Tidak heran kalau Anjani sepertinya mahir sekali dalam membuat bumbu dan rasanya juga sangat pas, Alvaro justru suka dengan rasa yang melekat sekali dan bisa dibanggakan oleh Alvaro kali ini. Tidak salah kalau dia memilih Anjani dalam segi masakan.
“Besok kamu buatkan aku nasi kuning, telur dadar, aku juga pengen telur bacem.”
“Oke, besok ya kak. Untuk menu makan siang?”
“Ya. Malamnya juga boleh kok seperti ini. Tapi jangan yang pedas. Untuk sambal di nasi kuning besok, bikin yang pedas manis. Usahakanlah gimana enaknya pokoknya.”
Anjani mengiyakan pria itu lalu melanjutkan makannya. Tapi dilihat kalau Alvaro malah makan dengan cukup lahap.
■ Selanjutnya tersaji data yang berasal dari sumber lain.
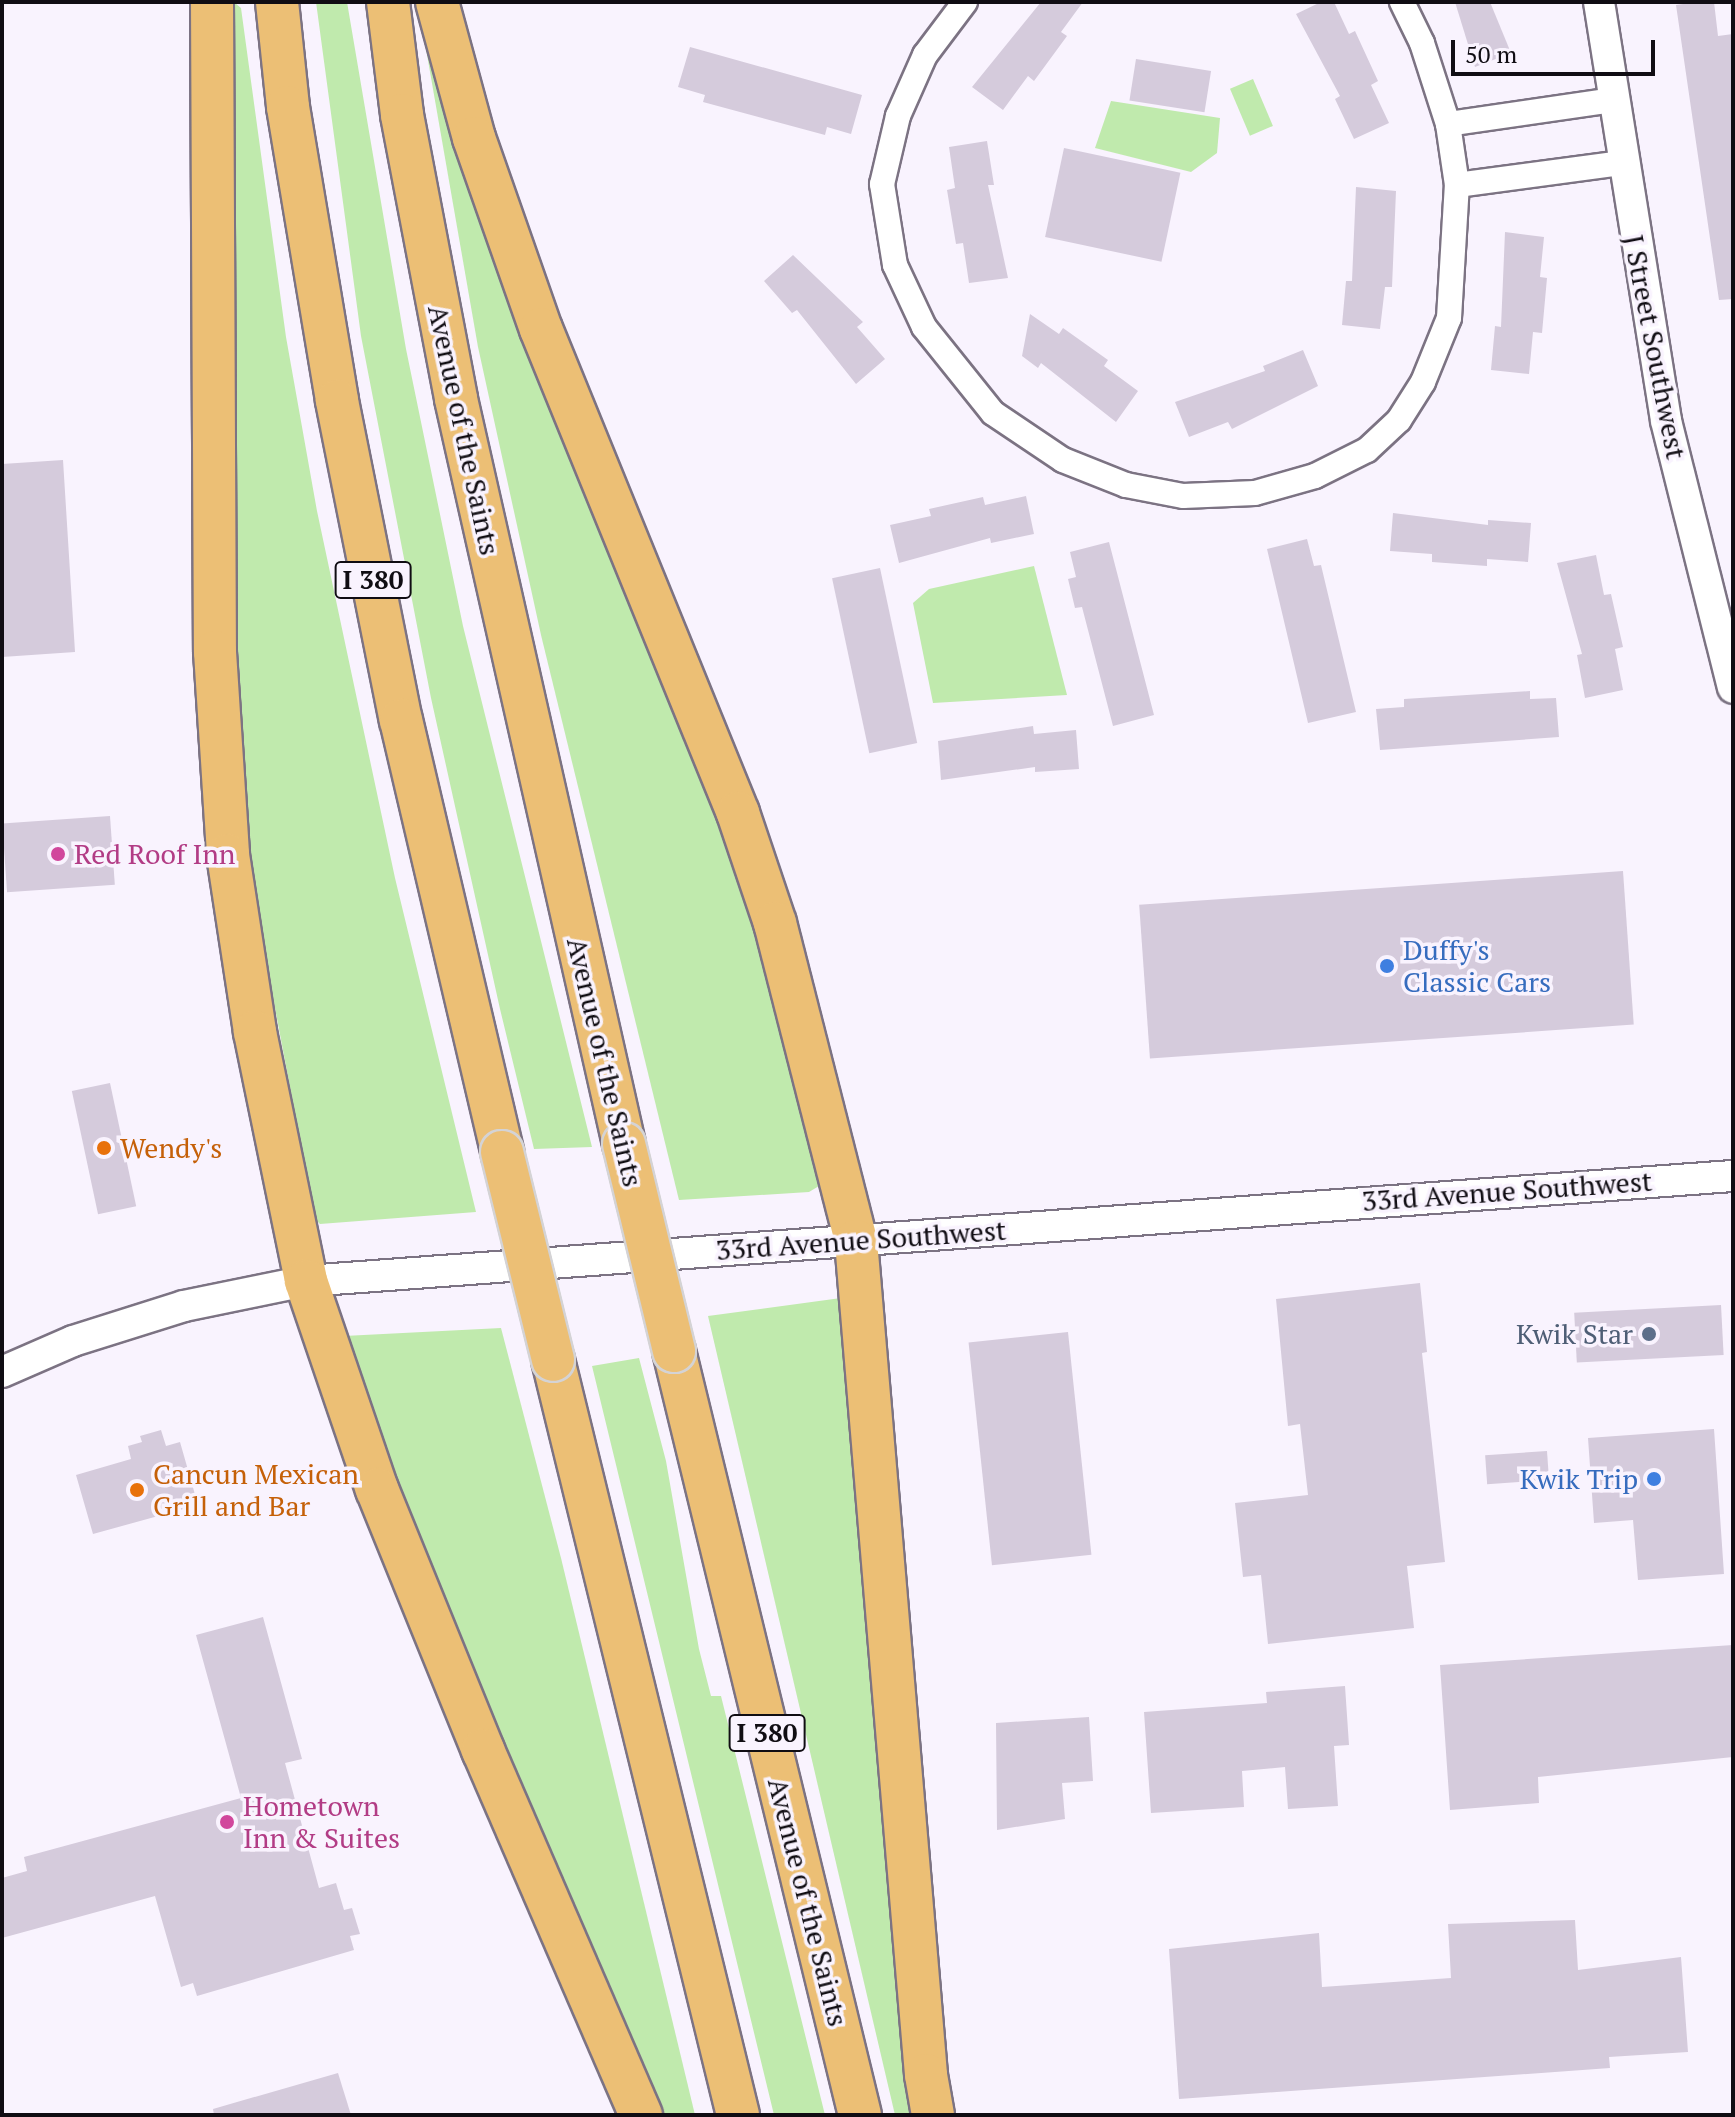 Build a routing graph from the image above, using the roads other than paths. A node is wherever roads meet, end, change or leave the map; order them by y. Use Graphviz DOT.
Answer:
graph roads {
  1 [pos="212,2"];
  2 [pos="277,2"];
  3 [pos="388,2"];
  4 [pos="437,2"];
  5 [pos="965,2"];
  6 [pos="1402,2"];
  7 [pos="1599,2"];
  8 [pos="1612,100"];
  9 [pos="1448,124"];
  10 [pos="1621,163"];
  11 [pos="1457,185"];
  12 [pos="1733,688"];
  13 [pos="1733,1176"];
  14 [pos="856,1241"];
  15 [pos="306,1281"];
  16 [pos="2,1372"];
  17 [pos="641,2115"];
  18 [pos="738,2115"];
  19 [pos="860,2115"];
  20 [pos="933,2115"];
  1 -- 15 [label="highway"];
  2 -- 18 [label="highway, I 380, bridge"];
  3 -- 19 [label="highway, Avenue of the Saints / I 380, bridge"];
  4 -- 14 [label="highway"];
  5 -- 11 [label="street"];
  6 -- 9 [label="street"];
  7 -- 8 [label="street, J Street Southwest"];
  8 -- 9 [label="street"];
  8 -- 10 [label="street, J Street Southwest"];
  9 -- 11 [label="street"];
  10 -- 11 [label="street"];
  10 -- 12 [label="street, J Street Southwest"];
  13 -- 14 [label="street, 33rd Avenue Southwest"];
  14 -- 15 [label="street, 33rd Avenue Southwest"];
  14 -- 20 [label="highway"];
  15 -- 16 [label="street, 33rd Avenue Southwest"];
  15 -- 17 [label="highway"];
} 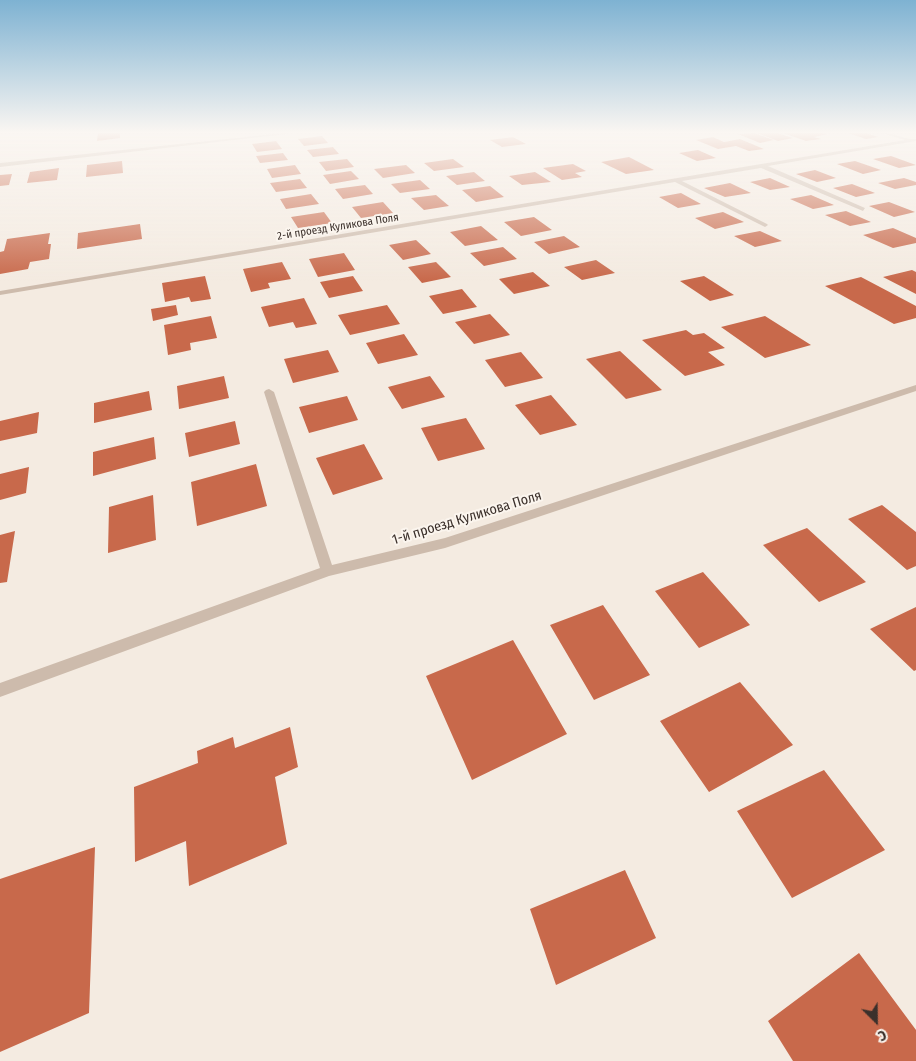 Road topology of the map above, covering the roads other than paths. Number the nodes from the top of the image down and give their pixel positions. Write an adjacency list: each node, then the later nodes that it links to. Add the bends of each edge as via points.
1 (661, 183): 6 (street, 2-й проезд Куликова Поля)
2 (681, 183): 5 (street)
3 (801, 183): 4 (street)
4 (863, 209)
5 (765, 225)
6 (0, 293)
7 (916, 388): 9 (street, 1-й проезд Куликова Поля, via 446,543)
8 (269, 392): 9 (street)
9 (328, 571): 10 (street, 1-й проезд Куликова Поля)
10 (0, 690) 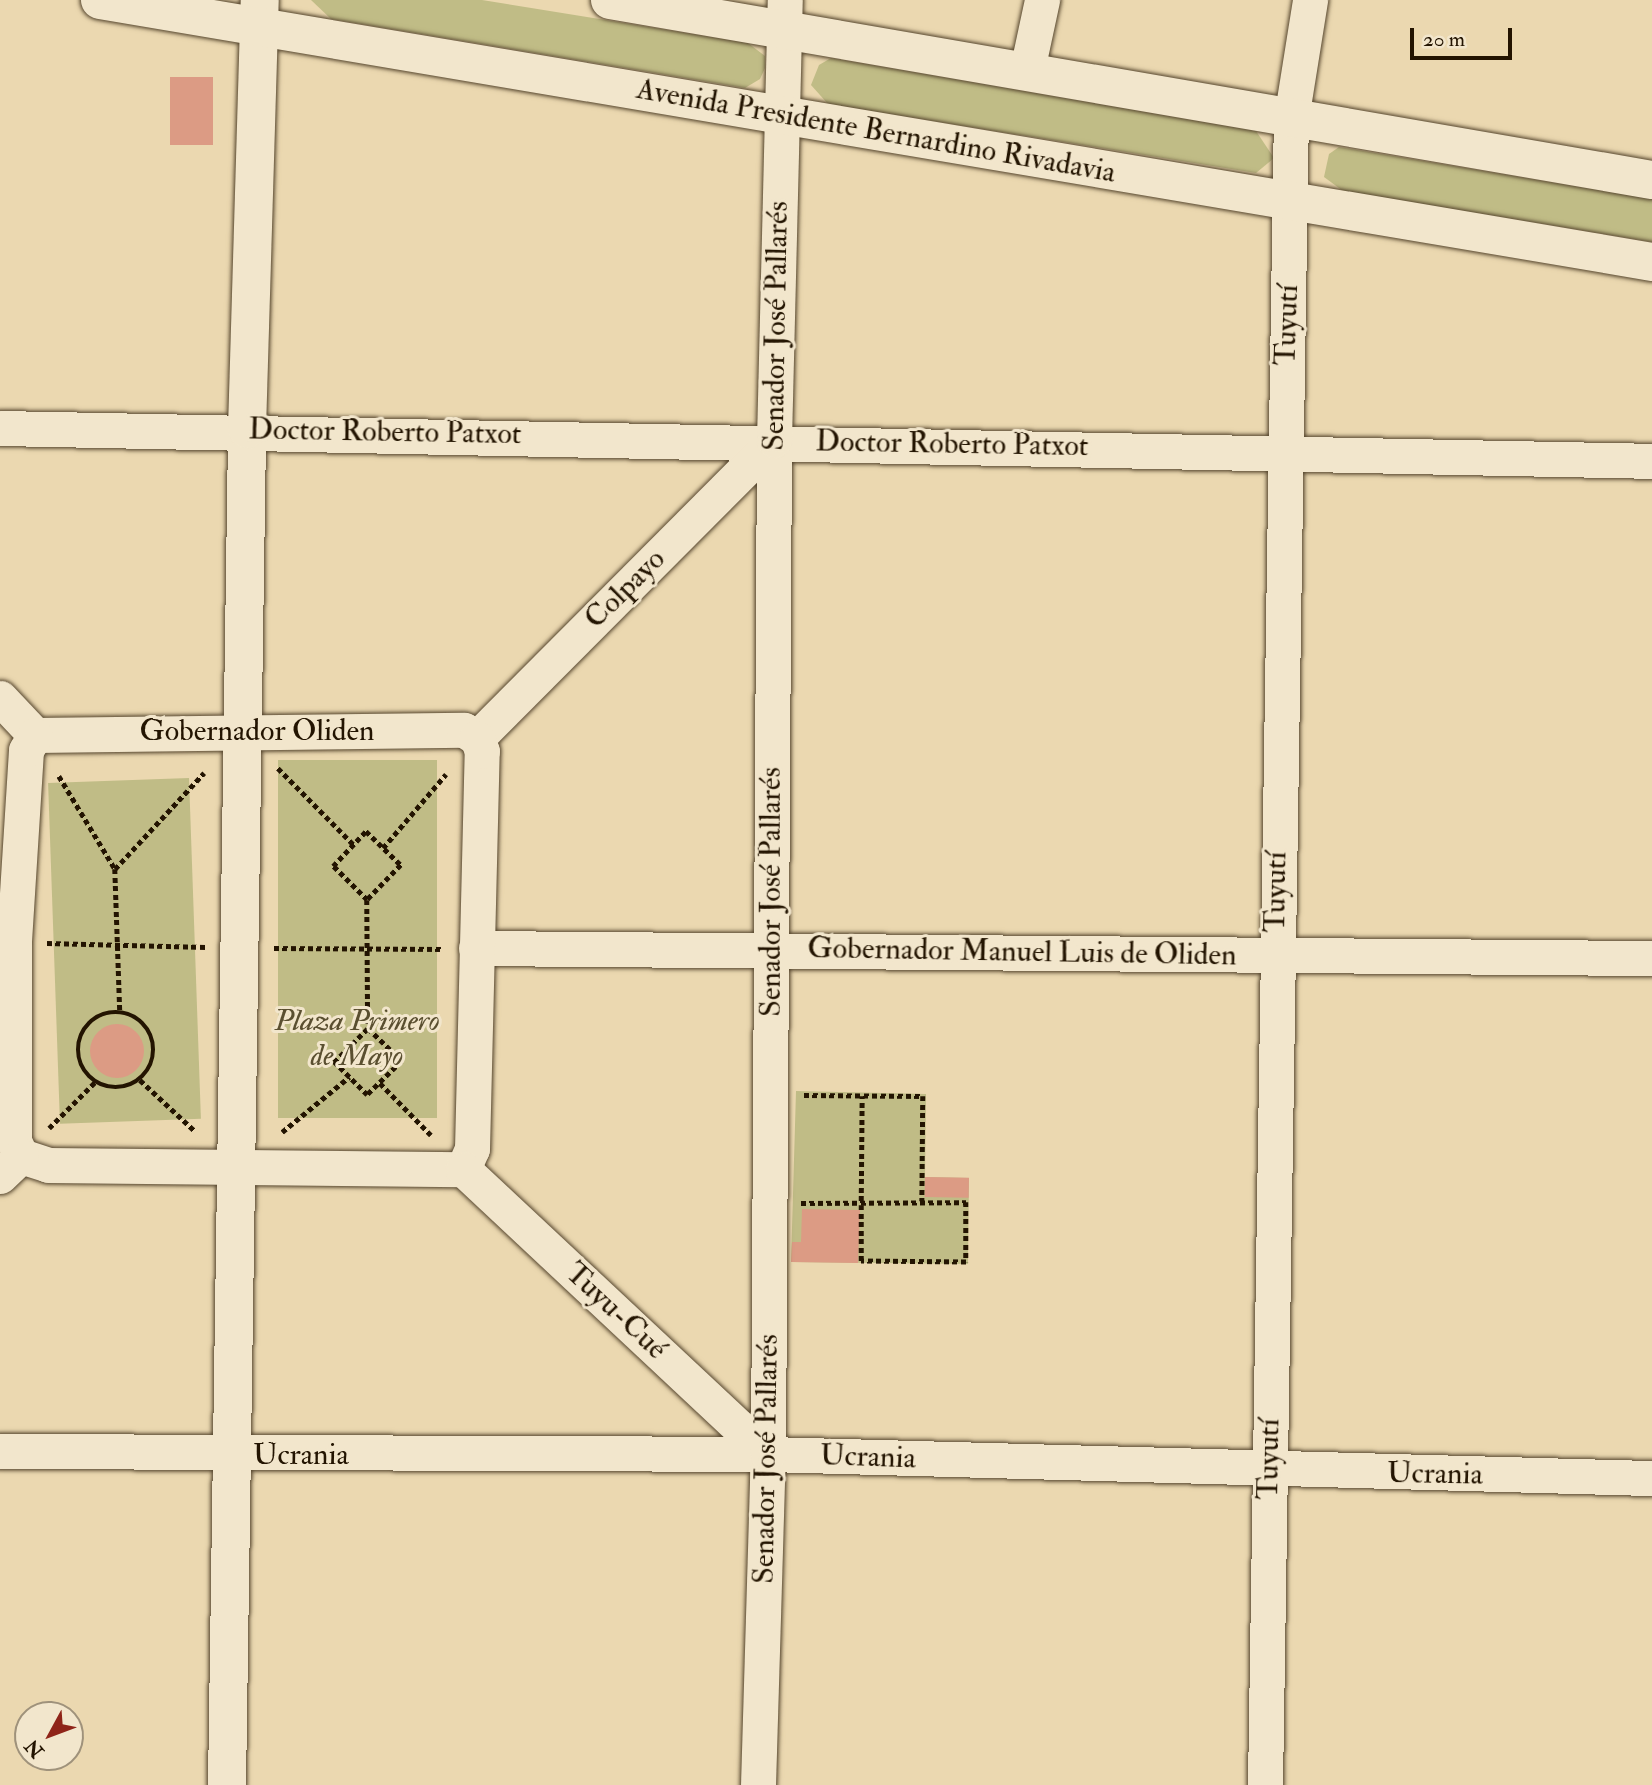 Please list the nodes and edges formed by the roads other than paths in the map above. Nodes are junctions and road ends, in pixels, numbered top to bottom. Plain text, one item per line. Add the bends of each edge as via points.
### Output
1 (100, 0) edge
2 (610, 0) edge
3 (1042, 0) edge
4 (1310, 0) edge
5 (259, 13) edge
6 (784, 15) edge
7 (1027, 70) junction
8 (779, 115) junction
9 (1291, 119) junction
10 (1652, 180) edge
11 (1291, 201) junction
12 (1652, 262) edge
13 (0, 428) edge
14 (247, 429) junction
15 (774, 440) junction
16 (1284, 452) junction
17 (1652, 461) edge
18 (0, 698) edge
19 (242, 732) junction
20 (35, 735) junction
21 (477, 738) junction
22 (7, 941) edge
23 (476, 948) junction
24 (771, 948) junction
25 (1275, 956) junction
26 (1652, 958) edge
27 (11, 1166) edge
28 (237, 1169) junction
29 (463, 1169) junction
30 (0, 1451) edge
31 (768, 1454) junction
32 (234, 1455) junction
33 (1269, 1471) junction
34 (1652, 1478) edge
35 (227, 1785) edge
36 (758, 1785) edge
37 (1265, 1785) edge

1 - 5 main road, Avenida Presidente Bernardino Rivadavia
2 - 6 main road
3 - 7 street
4 - 9 street, Tuyutí
5 - 8 main road, Avenida Presidente Bernardino Rivadavia
5 - 14 main road
6 - 7 main road
6 - 8 street, Senador José Pallarés
7 - 9 main road
8 - 11 main road, Avenida Presidente Bernardino Rivadavia
8 - 15 street, Senador José Pallarés
9 - 10 main road
9 - 11 street, Tuyutí
11 - 12 main road, Avenida Presidente Bernardino Rivadavia
11 - 16 street, Tuyutí
13 - 14 street, Doctor Roberto Patxot
14 - 15 street, Doctor Roberto Patxot
14 - 19 main road
15 - 16 street, Doctor Roberto Patxot
15 - 21 street, Colpayo
15 - 24 street, Senador José Pallarés
16 - 17 street, Doctor Roberto Patxot
16 - 25 street, Tuyutí
18 - 20 street
19 - 20 street, Gobernador Oliden
19 - 21 street, Gobernador Oliden via 464,730
19 - 28 main road
20 - 22 street via 26,750
21 - 23 street via 482,751
22 - 27 street
23 - 24 street, Gobernador Manuel Luis de Oliden
23 - 29 street via 472,1149
24 - 25 street, Gobernador Manuel Luis de Oliden
24 - 31 street, Senador José Pallarés
25 - 26 street, Gobernador Manuel Luis de Oliden
25 - 33 street, Tuyutí
27 - 28 street
28 - 29 street
28 - 32 main road
29 - 31 street, Tuyu-Cué
30 - 32 street, Ucrania
31 - 32 street, Ucrania
31 - 33 street, Ucrania
31 - 36 street, Senador José Pallarés
32 - 35 main road
33 - 34 street, Ucrania
33 - 37 street, Tuyutí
Anjani bersandar karena baru saja selesai makan dan menikmati hidangan kali ini. “Kamu kalau belanja bulanan nanti catat yang kamu butuhkan.”
“Ya, Kak.
“Kamu mandi saja, aku yang beres-beres.”
Anjani lalu kemudian meninggalkan Alvaro di meja makan sendirian untuk membersihkannya.
Begitu Anjani pergi, justru Alvaro mengambil nasi lagi dan menambah porsi makannya. Mana pernah dia sampai makan sebanyak ini sekalipun itu di rumah.
“Dia resek, tapi kalau soal makanan. Aku nggak bisa remehkan,” ucap Alvaro yang menambah untuk ketiga kalinya.
Benar-benar bisa jadi berat badannya akan naik drastis dengan cara yang seperti ini. Jujur saja kalau Alvaro memang suka dengan masakan yang dibuat oleh Anjani.
Alvaro mencuci piring dan merapikan meja makan. Saat Anjani keluar dari kamarnya dan menuju dapur, Alvaro baru selesai untuk menaruh di rak piring. “Kakak benar-benar mencuci?”
“Ya, kamu istirahat saja. Aku juga ada pekerjaan.”
Alvaro harus bisa menjaga dirinya di hadapan Anjani karena ingat dia punya karakter dingin yang sudah dikenal sekali oleh Anjani. Sekarang harus tetap dingin juga karena tidak mau kalau nanti malah diremehkan oleh Anjani.
Wanita cantik, hebat dalam memasak, ingin jadi tulang punggung, ingin membahagiakan orangtuanya.
Alvaro berdiri di depan cermin yang ada di dalam kamarnya. “Masih ada wanita yang berpikiran untuk orangtuanya, dibandingkan dengan memikirkan diri sendiri.”